On a side note, today we did a powerboat adventure trip to the exuma cays, and it was unbelievable, I highly recommend this to anyone.  The power boat ride at 60 mph was so much fun, the water in the cays was like nothing I ever saw, and we got to feed the stingrays, watch the sharks being fed, snorkeled in the same waters with the rays and sharks, and also fed the iguanas.  Best adventure trip I have been on!



Ken555 said:


> Jim,
> 
> I refuse to get caught up in one of your never ending threads of unreasonableness. I'm not here to educate you on how computers work or what's considered reasonable bandwidth (on wireless net connections) for mobile phones, iPads, Androids, laptops, or other devices. Do your own research and qualify your definitive statements accordingly.
> 
> ...


----------



## jarta (Jul 5, 2011)

"I bought a dlink wireless router and paid $80 for seven days of access. We are able to connect a laptop, two iPads, two iPhones and an iPod at the wifi, all without problems, to the same router, for the flat fee of $80."

Sorry you don't get my point that anything can be overdone - to the disadvantage of everyone else.   ...   eom


----------



## sail27bill (Jul 5, 2011)

Ada--glad you are having a good time.  I will be there in a week and a half and I am concerned about the jellyfish.  We usually travel to Harborside in July and have never had a problem before.  If it is not to much trouble, can you please provide an update on the situation before you leave?  My daughter is little and I would hate for her to be stung.  I love it there.  I hope the rest of your vacation is fun and enjoyable.

Anita


----------



## Sea Six (Jul 5, 2011)

It's not as if all these things were streaming NetFlix videos at the same time. Probably not more than one used at a time, certainly not consuming excessive bandwidth.  We just wonder why a high end resort like Harborside charges for internet access when every other nice resort in the free world offers it for free.  And the owners have paid for it, even though visitors get to use it.


----------



## ada903 (Jul 5, 2011)

We did not go to the beach today because we did the Powerboat Adventures tour, and tomorrow we are doing a dolphin swim at the Blue Lagoon, so our last and only day at the beach will be Thursday, I will post an update then.
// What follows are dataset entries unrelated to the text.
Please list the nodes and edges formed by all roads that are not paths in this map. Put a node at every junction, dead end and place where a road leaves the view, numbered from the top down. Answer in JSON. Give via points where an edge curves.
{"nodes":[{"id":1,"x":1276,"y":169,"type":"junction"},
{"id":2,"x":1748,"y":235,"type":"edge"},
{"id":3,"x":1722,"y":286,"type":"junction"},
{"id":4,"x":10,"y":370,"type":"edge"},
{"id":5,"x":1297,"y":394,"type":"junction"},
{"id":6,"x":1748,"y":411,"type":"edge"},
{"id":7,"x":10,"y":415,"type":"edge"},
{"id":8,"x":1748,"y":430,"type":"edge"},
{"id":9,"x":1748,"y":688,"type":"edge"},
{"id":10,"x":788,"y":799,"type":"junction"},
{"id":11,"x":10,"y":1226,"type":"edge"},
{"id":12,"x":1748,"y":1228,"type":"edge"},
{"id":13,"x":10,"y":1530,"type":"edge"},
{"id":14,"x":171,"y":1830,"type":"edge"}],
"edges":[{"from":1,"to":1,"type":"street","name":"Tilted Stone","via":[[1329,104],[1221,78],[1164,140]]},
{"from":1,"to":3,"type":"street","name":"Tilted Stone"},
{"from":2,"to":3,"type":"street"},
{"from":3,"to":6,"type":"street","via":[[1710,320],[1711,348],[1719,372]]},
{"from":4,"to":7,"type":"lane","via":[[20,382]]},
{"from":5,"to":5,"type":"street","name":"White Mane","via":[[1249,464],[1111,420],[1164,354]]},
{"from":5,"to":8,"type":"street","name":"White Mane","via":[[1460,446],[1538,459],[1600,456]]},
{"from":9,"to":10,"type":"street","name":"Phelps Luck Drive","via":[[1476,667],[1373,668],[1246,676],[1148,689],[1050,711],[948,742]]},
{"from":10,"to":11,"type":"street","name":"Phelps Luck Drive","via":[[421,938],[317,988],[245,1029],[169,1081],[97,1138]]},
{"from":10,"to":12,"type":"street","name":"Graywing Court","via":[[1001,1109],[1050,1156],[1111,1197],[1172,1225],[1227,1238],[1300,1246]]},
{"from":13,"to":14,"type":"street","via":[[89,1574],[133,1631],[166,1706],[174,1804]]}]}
Truthfully there were 100 people in the water at the Cove beach the morning my daughter got the sting, and she was the only one I saw that got stung.  Another girl approached us when she saw my daughter was stung, and said she had been stung two days before as well.  But it didn't seem to happen often.  I will post an update after Thursday!



sail27bill said:


> Ada--glad you are having a good time.  I will be there in a week and a half and I am concerned about the jellyfish.  We usually travel to Harborside in July and have never had a problem before.  If it is not to much trouble, can you please provide an update on the situation before you leave?  My daughter is little and I would hate for her to be stung.  I love it there.  I hope the rest of your vacation is fun and enjoyable.
> 
> Anita


----------



## Ken555 (Jul 5, 2011)

Sea Six said:


> It's not as if all these things were streaming NetFlix videos at the same time. Probably not more than one used at a time, certainly not consuming excessive bandwidth.



Exactly.



> We just wonder why a high end resort like Harborside charges for internet access when every other nice resort in the free world offers it for free.  And the owners have paid for it, even though visitors get to use it.



Well, Harborside charges for it since the management charges for all of the Atlantis properties, and doesn't distinguish the timeshare portion for this service. I suppose the Harborside Board could opt-out and provide their own (or perhaps they can't), or the Board could pay a negotiated rate with Atlantis for the service for every unit at Harborside. For some reason they don't do it. My guess is that the owners haven't asked their Board to do so. And I'd guess that since visitors to Harborside pay for so many other costs while there that it's just not a common request.


----------



## Ken555 (Jul 5, 2011)

jarta said:


> "I bought a dlink wireless router and paid $80 for seven days of access. We are able to connect a laptop, two iPads, two iPhones and an iPod at the wifi, all without problems, to the same router, for the flat fee of $80."
> 
> Sorry you don't get my point that anything can be overdone - to the disadvantage of everyone else.   ...   eom



I got it. I replied correctly that your belief that using "a laptop, two iPads, two iPhones and an iPod" was too much is incorrect. You have yet to convince me otherwise. 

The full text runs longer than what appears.